The consensus price target fell 5.3% to US$20.00, with the weaker earnings outlook clearly leading analyst valuation estimates.

Looking at the bigger picture now, one of the ways we can make sense of these forecasts is to see how they measure up against both past performance and industry growth estimates. We would highlight that sales are expected to reverse, with a forecast 24% annualised revenue decline to the end of 2025. That is a notable change from historical growth of 3.0% over the last five years. By contrast, our data suggests that other companies (with analyst coverage) in the same industry are forecast to see their revenue grow 6.8% annually for the foreseeable future. It's pretty clear that Premier's revenues are expected to perform substantially worse than the wider industry.

The Bottom Line

The most important thing to take away is that analysts cut their earnings per share estimates, expecting a clear decline in business conditions. Regrettably, they also downgraded their revenue estimates, and the latest forecasts imply the business will grow sales slower than the wider market. After such a stark change in sentiment from analysts, we'd understand if readers now felt a bit wary of Premier.

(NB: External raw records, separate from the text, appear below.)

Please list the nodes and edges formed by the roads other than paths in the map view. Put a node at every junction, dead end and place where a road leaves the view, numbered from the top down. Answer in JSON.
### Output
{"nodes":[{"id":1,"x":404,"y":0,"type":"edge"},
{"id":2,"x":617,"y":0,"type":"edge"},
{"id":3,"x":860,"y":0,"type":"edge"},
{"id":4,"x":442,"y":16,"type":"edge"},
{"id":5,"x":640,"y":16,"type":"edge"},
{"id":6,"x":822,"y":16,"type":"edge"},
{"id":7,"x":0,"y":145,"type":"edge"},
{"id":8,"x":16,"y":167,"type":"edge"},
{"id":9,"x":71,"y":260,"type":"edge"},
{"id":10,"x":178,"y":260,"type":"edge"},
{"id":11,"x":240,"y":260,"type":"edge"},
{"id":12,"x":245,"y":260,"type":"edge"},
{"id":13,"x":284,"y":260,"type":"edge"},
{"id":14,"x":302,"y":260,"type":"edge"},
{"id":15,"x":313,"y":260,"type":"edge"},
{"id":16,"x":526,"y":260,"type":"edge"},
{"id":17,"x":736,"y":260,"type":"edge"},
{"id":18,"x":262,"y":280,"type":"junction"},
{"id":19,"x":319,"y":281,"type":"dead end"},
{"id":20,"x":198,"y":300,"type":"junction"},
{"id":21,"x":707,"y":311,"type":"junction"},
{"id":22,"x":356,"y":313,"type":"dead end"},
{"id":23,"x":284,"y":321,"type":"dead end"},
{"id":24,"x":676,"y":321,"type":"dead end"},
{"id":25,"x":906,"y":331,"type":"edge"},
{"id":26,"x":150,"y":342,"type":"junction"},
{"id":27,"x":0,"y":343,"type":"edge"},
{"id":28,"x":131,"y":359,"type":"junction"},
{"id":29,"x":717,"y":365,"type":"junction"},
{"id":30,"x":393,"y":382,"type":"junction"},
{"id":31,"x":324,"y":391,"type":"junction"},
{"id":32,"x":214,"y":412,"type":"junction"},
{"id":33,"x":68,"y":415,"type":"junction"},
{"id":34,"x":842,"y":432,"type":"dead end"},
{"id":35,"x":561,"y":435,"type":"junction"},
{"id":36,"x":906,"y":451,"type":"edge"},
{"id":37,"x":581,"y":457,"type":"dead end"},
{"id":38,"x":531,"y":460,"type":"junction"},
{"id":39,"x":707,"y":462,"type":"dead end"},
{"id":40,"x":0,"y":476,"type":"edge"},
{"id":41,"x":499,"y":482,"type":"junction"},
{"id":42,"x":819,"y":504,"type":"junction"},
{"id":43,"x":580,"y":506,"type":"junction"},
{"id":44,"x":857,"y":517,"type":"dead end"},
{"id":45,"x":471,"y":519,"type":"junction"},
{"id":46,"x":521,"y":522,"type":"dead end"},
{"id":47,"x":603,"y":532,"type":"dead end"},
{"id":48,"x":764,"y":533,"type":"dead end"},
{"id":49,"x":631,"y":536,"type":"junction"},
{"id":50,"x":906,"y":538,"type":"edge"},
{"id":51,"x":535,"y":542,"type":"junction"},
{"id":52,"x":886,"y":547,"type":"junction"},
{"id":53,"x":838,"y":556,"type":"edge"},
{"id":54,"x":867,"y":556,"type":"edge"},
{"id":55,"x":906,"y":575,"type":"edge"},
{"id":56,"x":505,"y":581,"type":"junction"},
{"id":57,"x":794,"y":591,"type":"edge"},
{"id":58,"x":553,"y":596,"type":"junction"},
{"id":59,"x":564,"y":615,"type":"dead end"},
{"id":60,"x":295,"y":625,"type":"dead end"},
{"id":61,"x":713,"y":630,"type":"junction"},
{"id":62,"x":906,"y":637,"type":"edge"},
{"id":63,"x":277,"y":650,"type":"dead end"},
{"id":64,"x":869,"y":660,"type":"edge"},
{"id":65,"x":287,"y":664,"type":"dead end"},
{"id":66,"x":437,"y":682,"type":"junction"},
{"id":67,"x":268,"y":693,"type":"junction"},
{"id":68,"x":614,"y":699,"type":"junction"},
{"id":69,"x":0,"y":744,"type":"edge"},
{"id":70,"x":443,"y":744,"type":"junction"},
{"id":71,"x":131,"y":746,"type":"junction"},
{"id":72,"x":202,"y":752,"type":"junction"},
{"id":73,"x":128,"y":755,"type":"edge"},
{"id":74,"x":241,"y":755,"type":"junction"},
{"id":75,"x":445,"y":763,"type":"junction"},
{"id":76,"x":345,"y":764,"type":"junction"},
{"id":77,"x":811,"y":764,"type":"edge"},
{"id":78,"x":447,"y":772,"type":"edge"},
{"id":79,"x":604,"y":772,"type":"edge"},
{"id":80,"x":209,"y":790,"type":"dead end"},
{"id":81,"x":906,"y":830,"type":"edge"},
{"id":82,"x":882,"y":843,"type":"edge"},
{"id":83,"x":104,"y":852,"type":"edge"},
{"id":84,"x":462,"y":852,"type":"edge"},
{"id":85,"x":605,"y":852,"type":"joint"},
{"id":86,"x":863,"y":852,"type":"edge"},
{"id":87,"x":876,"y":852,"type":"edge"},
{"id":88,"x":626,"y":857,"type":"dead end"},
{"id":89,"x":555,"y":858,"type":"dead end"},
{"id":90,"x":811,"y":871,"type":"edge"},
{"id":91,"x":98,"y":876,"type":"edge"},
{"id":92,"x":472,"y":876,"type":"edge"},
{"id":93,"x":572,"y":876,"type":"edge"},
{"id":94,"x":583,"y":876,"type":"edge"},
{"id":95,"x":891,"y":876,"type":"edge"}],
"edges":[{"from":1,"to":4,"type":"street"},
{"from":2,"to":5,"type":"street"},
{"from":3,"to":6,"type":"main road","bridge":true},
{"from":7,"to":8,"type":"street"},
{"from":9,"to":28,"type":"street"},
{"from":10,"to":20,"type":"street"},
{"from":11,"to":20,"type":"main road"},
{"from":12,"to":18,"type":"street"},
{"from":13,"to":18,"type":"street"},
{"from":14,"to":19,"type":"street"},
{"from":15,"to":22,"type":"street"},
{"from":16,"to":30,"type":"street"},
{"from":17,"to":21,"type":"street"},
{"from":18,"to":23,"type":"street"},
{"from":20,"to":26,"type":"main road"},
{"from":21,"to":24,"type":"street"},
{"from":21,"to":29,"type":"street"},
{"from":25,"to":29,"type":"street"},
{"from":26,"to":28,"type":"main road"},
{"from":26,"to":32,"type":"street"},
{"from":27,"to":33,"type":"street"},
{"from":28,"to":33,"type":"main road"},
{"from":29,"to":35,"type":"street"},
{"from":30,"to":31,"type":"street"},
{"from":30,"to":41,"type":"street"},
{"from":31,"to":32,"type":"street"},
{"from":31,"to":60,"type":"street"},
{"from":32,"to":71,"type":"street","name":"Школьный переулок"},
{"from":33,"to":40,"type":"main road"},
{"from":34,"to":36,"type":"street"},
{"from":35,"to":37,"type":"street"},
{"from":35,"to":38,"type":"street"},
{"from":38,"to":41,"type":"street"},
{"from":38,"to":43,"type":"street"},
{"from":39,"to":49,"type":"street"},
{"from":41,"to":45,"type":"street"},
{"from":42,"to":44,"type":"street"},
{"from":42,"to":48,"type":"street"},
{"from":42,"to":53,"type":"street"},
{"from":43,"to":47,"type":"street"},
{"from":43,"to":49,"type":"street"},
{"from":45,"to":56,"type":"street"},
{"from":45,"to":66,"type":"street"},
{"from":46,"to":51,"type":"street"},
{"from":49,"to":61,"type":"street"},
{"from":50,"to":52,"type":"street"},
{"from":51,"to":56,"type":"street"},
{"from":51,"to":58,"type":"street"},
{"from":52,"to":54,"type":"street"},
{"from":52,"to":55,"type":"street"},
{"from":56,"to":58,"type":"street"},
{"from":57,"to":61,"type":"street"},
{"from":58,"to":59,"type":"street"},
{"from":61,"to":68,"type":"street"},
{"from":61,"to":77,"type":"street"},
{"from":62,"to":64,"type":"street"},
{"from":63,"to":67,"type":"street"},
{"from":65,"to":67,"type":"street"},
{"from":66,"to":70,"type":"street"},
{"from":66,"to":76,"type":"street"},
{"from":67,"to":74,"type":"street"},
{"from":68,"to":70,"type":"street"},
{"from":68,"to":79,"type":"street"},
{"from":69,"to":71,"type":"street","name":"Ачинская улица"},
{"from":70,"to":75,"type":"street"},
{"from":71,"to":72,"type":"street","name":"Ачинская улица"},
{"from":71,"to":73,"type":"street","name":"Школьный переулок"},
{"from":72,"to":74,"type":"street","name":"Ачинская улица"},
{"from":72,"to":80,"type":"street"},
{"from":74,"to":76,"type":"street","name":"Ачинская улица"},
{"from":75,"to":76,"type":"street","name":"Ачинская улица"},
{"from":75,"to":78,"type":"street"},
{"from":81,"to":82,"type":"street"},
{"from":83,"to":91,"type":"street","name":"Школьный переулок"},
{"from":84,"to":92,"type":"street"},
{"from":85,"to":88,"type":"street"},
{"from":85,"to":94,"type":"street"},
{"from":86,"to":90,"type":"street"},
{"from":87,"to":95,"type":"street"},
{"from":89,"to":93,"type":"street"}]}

Even so, the longer term trajectory of the business is much more important for the value creation of shareholders. We have estimates - from multiple Premier analysts - going out to 2027, and you can see them free on our platform here.

Another way to search for interesting companies that could be reaching an inflection point is to track whether management are buying or selling, with our free list of growing companies backed by insiders.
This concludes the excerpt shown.